Elections are held locally for good reason — it’s harder to rig them that way. The Constitution says states shall determine the times, places and manner of elections, for the explicit purpose of decentralizing and protecting their integrity. It’s the backbone of federalism.
But for House Speaker Mike Johnson it’s nothing to get worked up about. “What you’re hearing from the president is his frustration about the lack of some blue states, frankly, of enforcing these things and making sure that they are free and fair elections.”

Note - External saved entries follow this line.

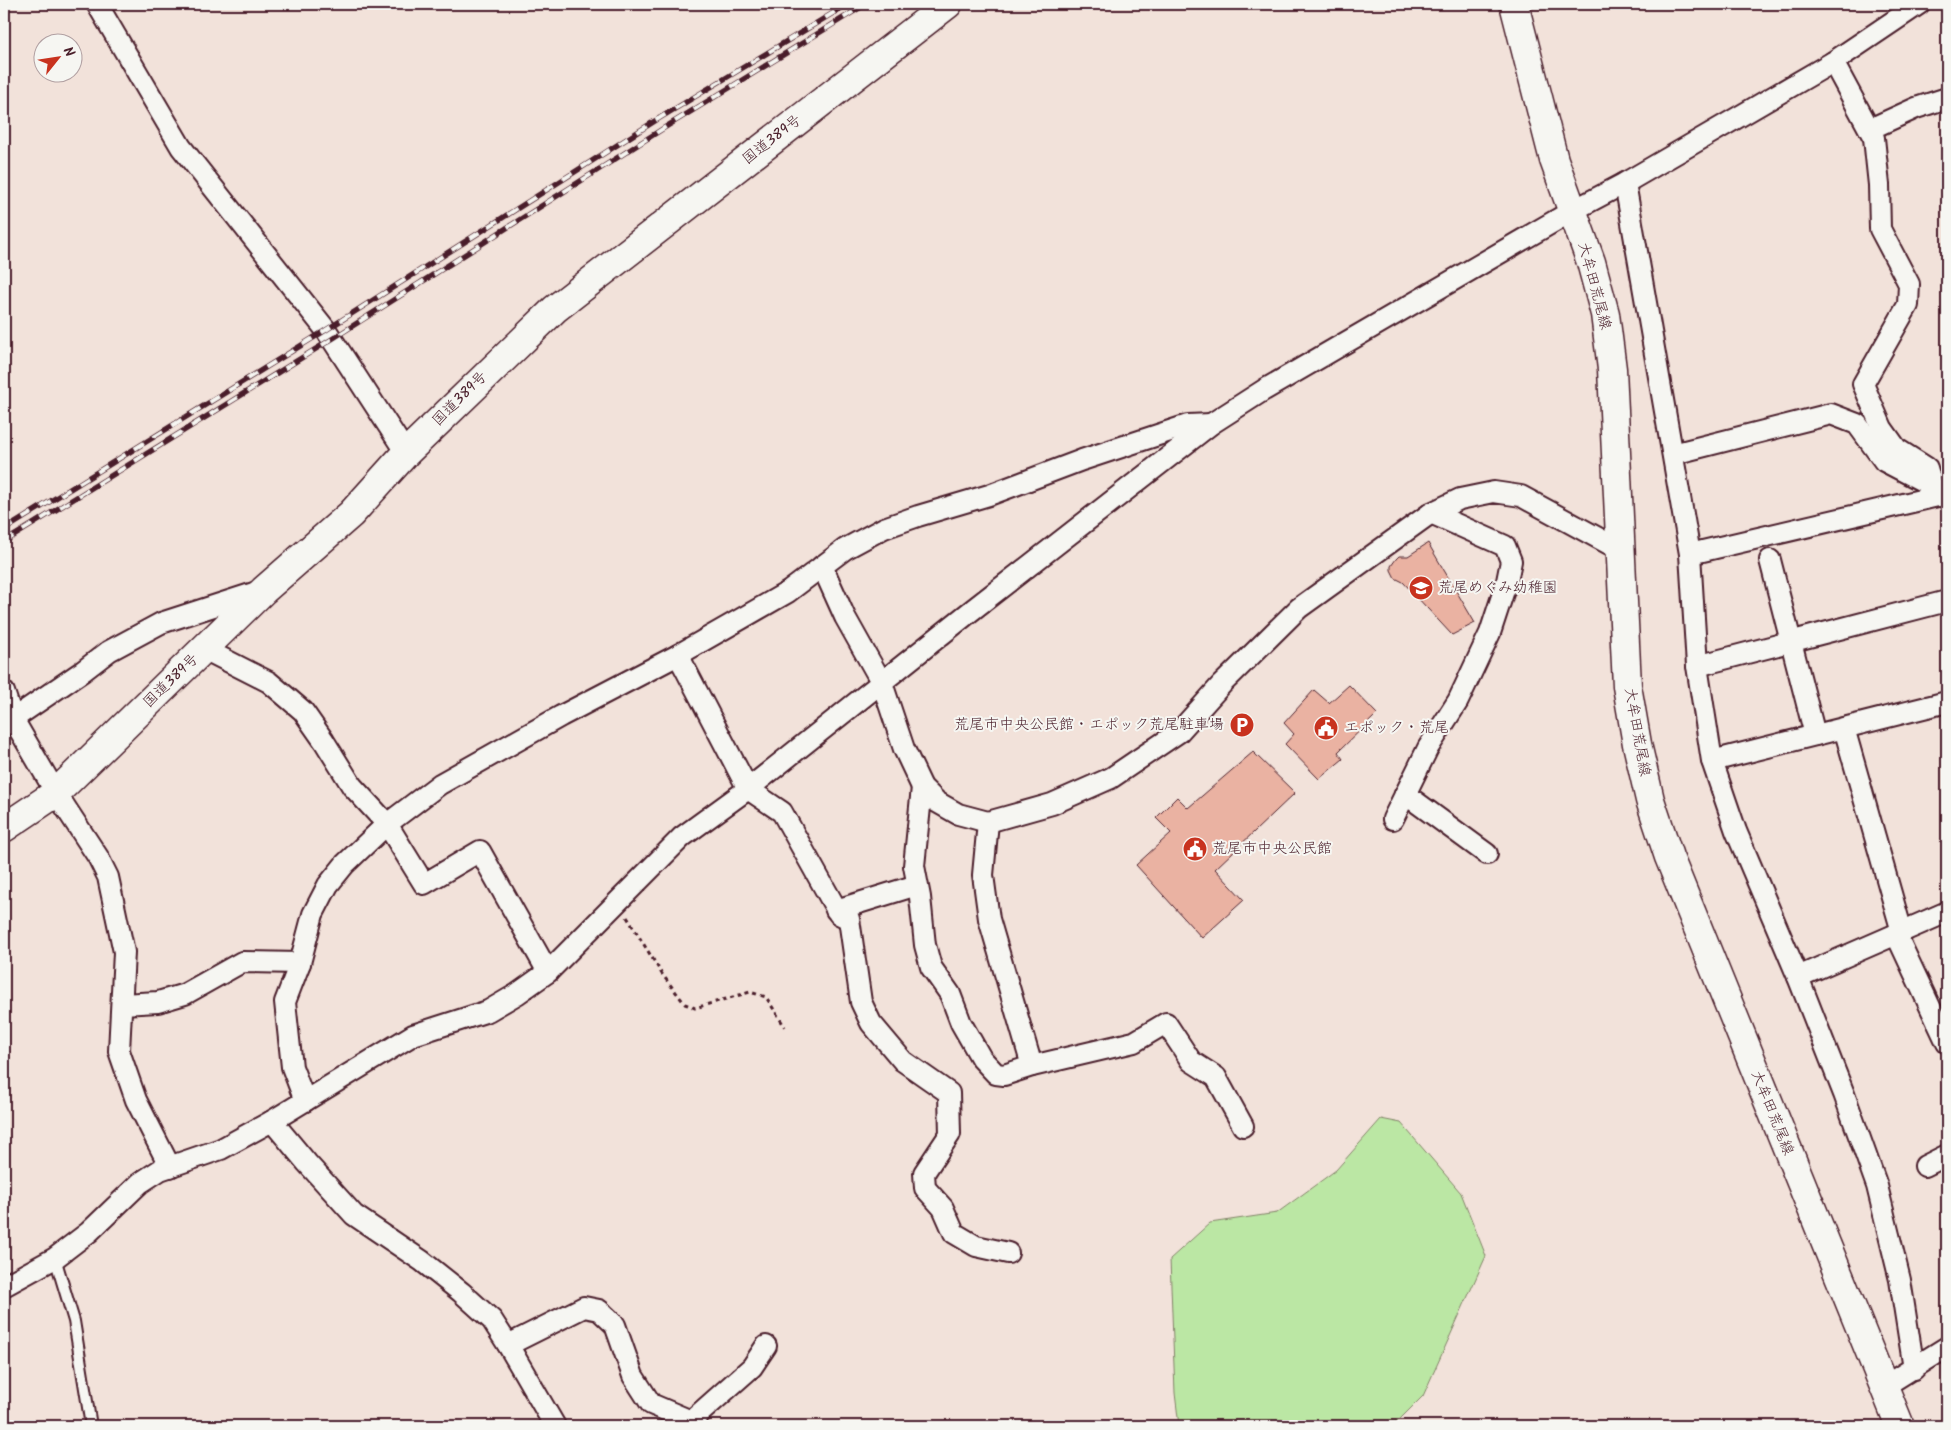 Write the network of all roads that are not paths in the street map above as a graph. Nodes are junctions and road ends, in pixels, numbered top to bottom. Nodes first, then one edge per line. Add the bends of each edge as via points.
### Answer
1 (97, 4) edge
2 (948, 4) edge
3 (1514, 4) edge
4 (1919, 4) edge
5 (1833, 62) junction
6 (1947, 98) edge
7 (1870, 129) junction
8 (1625, 183) junction
9 (1572, 211) junction
10 (1210, 424) junction
11 (406, 453) junction
12 (1673, 454) junction
13 (1940, 493) edge
14 (1431, 513) junction
15 (1622, 551) junction
16 (1690, 554) junction
17 (1770, 560) dead end
18 (822, 566) junction
19 (264, 590) junction
20 (1947, 601) edge
21 (1791, 642) junction
22 (204, 649) junction
23 (678, 655) junction
24 (1697, 666) junction
25 (882, 683) junction
26 (4, 692) edge
27 (1947, 702) edge
28 (8, 722) edge
29 (1844, 728) junction
30 (1814, 735) junction
31 (1712, 761) junction
32 (922, 787) junction
33 (748, 789) junction
34 (56, 793) junction
35 (1405, 794) junction
36 (1393, 819) dead end
37 (988, 822) junction
38 (387, 824) junction
39 (4, 828) edge
40 (1487, 854) dead end
41 (917, 885) junction
42 (836, 910) junction
43 (1947, 912) edge
44 (1899, 933) junction
45 (300, 963) junction
46 (548, 972) junction
47 (1798, 977) junction
48 (122, 1004) junction
49 (1946, 1039) edge
50 (1032, 1066) junction
51 (306, 1101) junction
52 (272, 1121) junction
53 (1243, 1126) dead end
54 (1947, 1155) edge
55 (170, 1166) junction
56 (1925, 1166) dead end
57 (1008, 1252) dead end
58 (55, 1258) junction
59 (4, 1286) edge
60 (508, 1345) junction
61 (766, 1346) dead end
62 (1947, 1347) edge
63 (1914, 1369) junction
64 (1883, 1387) junction
65 (694, 1423) edge
66 (91, 1426) edge
67 (556, 1426) edge
68 (1900, 1426) edge

1 - 11 street via 181,147 326,330
2 - 11 main road, 国道389号 via 554,309
3 - 9 main road, 大牟田荒尾線 via 1554,160
4 - 5 street
5 - 7 street
5 - 8 street
6 - 7 street
7 - 13 street via 1874,138 1879,185 1880,229 1909,284 1908,304 1863,384 1882,428 1897,449 1927,468
8 - 9 street
8 - 12 street
9 - 10 street
9 - 15 main road, 大牟田荒尾線 via 1606,314
10 - 18 street via 1188,425 990,495 884,528
10 - 25 street
11 - 19 main road, 国道389号 via 351,514
12 - 13 street via 1831,414 1856,424 1884,460
12 - 16 street
13 - 16 street
14 - 15 street via 1460,499 1494,492 1521,496
14 - 35 street via 1505,546 1511,561 1486,642 1458,701 1428,748
14 - 37 street via 1298,608 1179,732 1111,778 1052,804
15 - 64 main road, 大牟田荒尾線 via 1627,686 1650,800 1673,866
16 - 24 street
17 - 21 street
18 - 23 street via 788,592
18 - 25 street via 844,617
19 - 22 main road, 国道389号
19 - 28 street via 161,623 109,651
20 - 21 street
21 - 24 street
21 - 30 street
22 - 34 main road, 国道389号
22 - 38 street via 269,682 303,711 352,786
23 - 33 street
23 - 38 street via 440,784
24 - 31 street
25 - 32 street via 904,749
25 - 33 street
26 - 28 street
27 - 29 street
28 - 34 street
29 - 30 street
29 - 44 street
30 - 31 street
31 - 47 street via 1736,831
32 - 37 street via 937,802 958,814
32 - 41 street via 914,866
33 - 42 street via 782,812
33 - 46 street via 682,837
34 - 39 main road, 国道389号
34 - 48 street via 108,877 124,952
35 - 36 street
35 - 40 street
37 - 50 street via 984,875 988,919
38 - 45 street via 328,885 313,914
38 - 46 street via 424,884 480,851
41 - 42 street
41 - 50 street via 924,945 931,967 950,994 961,1023 981,1058 996,1074 1004,1075
42 - 57 street via 849,919 861,1002 871,1022 903,1061 948,1093 950,1134 924,1174 925,1188 943,1208 954,1233 976,1246
43 - 44 street
44 - 47 street
44 - 49 street
45 - 48 street via 242,962 185,994 158,1002
45 - 51 street via 285,1002 292,1067
46 - 51 street via 488,1011 413,1035
47 - 63 street via 1877,1186 1900,1280
48 - 55 street via 119,1051 136,1100
50 - 53 street via 1134,1042 1166,1023 1190,1061 1216,1077
51 - 52 street
52 - 55 street via 221,1149
52 - 60 street via 354,1215 461,1292 492,1320
54 - 56 street
55 - 58 street via 140,1183 89,1232
58 - 59 street
58 - 66 lane via 74,1321
60 - 65 street via 584,1307 599,1310 615,1325 633,1376 651,1404
60 - 67 street
61 - 65 street via 752,1367
62 - 63 street
63 - 64 street
64 - 68 main road, 大牟田荒尾線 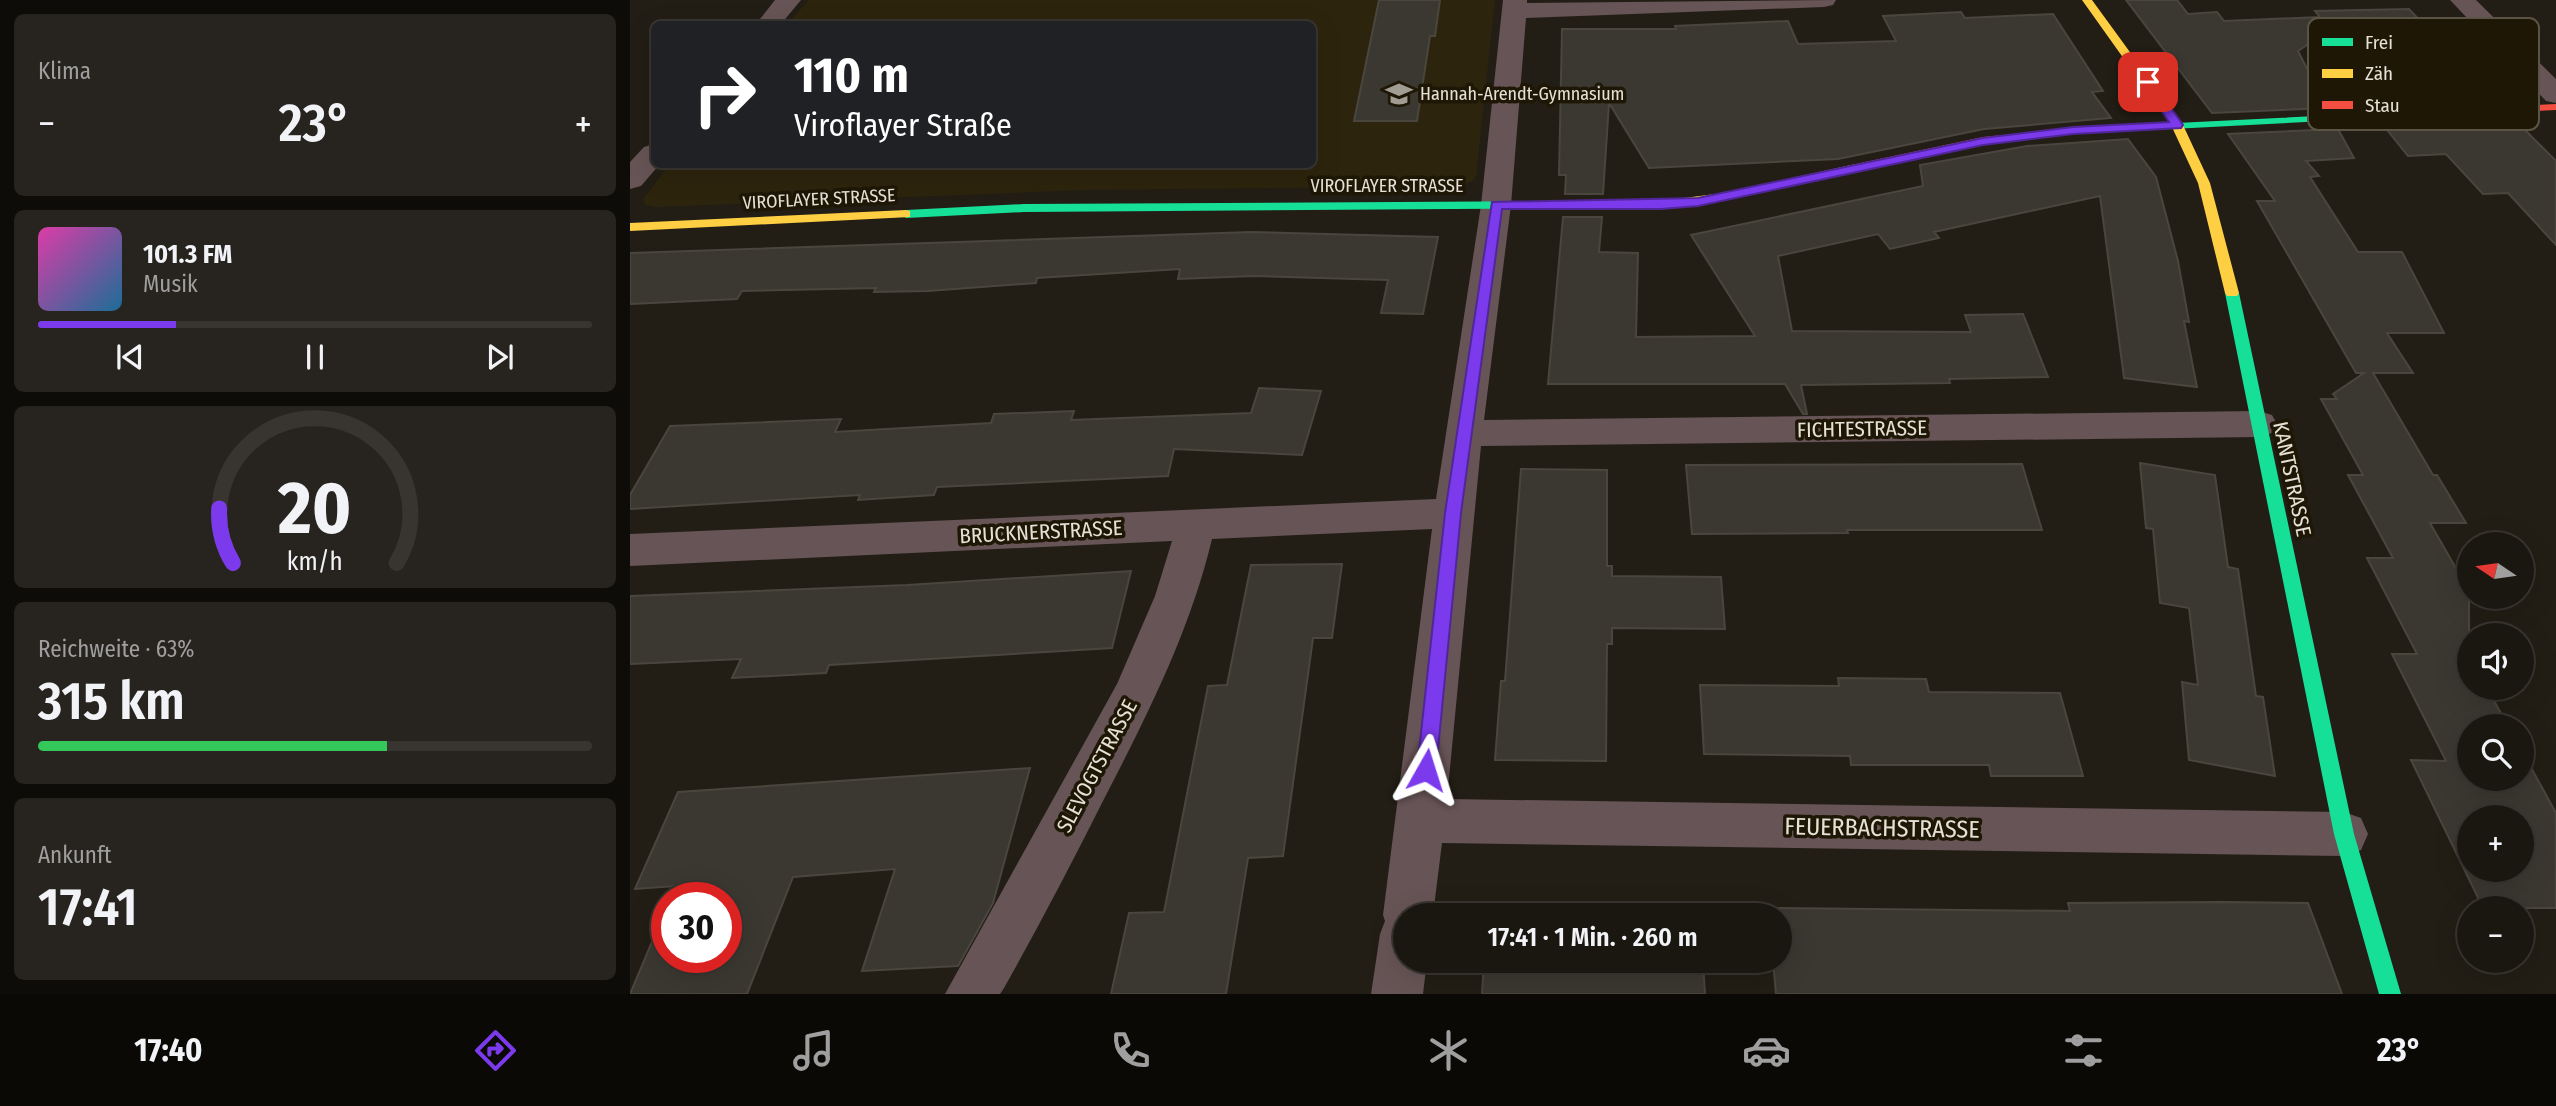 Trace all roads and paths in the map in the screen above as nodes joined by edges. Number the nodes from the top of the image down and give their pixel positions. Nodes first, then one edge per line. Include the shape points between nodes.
1 (789, 0) edge
2 (1809, 0) edge
3 (2087, 0) edge
4 (2462, 0) edge
5 (1515, 6) edge
6 (2480, 18) edge
7 (771, 21) edge
8 (2539, 78) edge
9 (2556, 95) edge
10 (2308, 119) edge
11 (2177, 125) junction
12 (651, 156) edge
13 (630, 180) edge
14 (1496, 205) junction
15 (630, 227) edge
16 (2259, 424) junction
17 (1465, 433) junction
18 (1453, 513) junction
19 (1196, 526) junction
20 (630, 550) edge
21 (1421, 821) junction
22 (2344, 834) junction
23 (1410, 903) edge
24 (1400, 973) edge
25 (971, 994) edge
26 (1397, 994) edge
27 (2390, 994) edge

1 - 7 street
2 - 5 street
3 - 11 street, KANTSTRASSE
4 - 6 street
5 - 14 street
8 - 9 street
10 - 11 street, VIROFLAYER STRASSE
11 - 14 street, VIROFLAYER STRASSE via 1983,141 1698,202
11 - 16 street, KANTSTRASSE via 2204,183
12 - 13 street
14 - 15 street, VIROFLAYER STRASSE via 1024,208
14 - 17 street
16 - 17 street, FICHTESTRASSE
16 - 22 street, KANTSTRASSE
17 - 18 street
18 - 19 street, BRUCKNERSTRASSE
18 - 21 street
19 - 20 street, BRUCKNERSTRASSE
19 - 25 street, SLEVOGTSTRASSE via 1168,621 1133,700 1010,931
21 - 22 street, FEUERBACHSTRASSE
21 - 23 street
22 - 27 street, KANTSTRASSE
24 - 26 street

But Democrats are rightly concerned, and preparing for potential “federal government intrusion” in the midterms. “This is now a legitimate planning category,” said Minnesota Secretary of State Steve Simon. “It’s extraordinarily sad, but it would be irresponsible for us to disregard the possibility.”
Extraordinarily sad, indeed. But will it revive the dormant conservatism in the Republican Party? Will lawmakers remember their principles and patriotism? Or will they continue to sleep through Trump’s total remaking of America’s political system?
Maybe this will be the thing that finally wakes them up.
S.E. Cupp is the host of "S.E. Cupp Unfiltered" on CNN.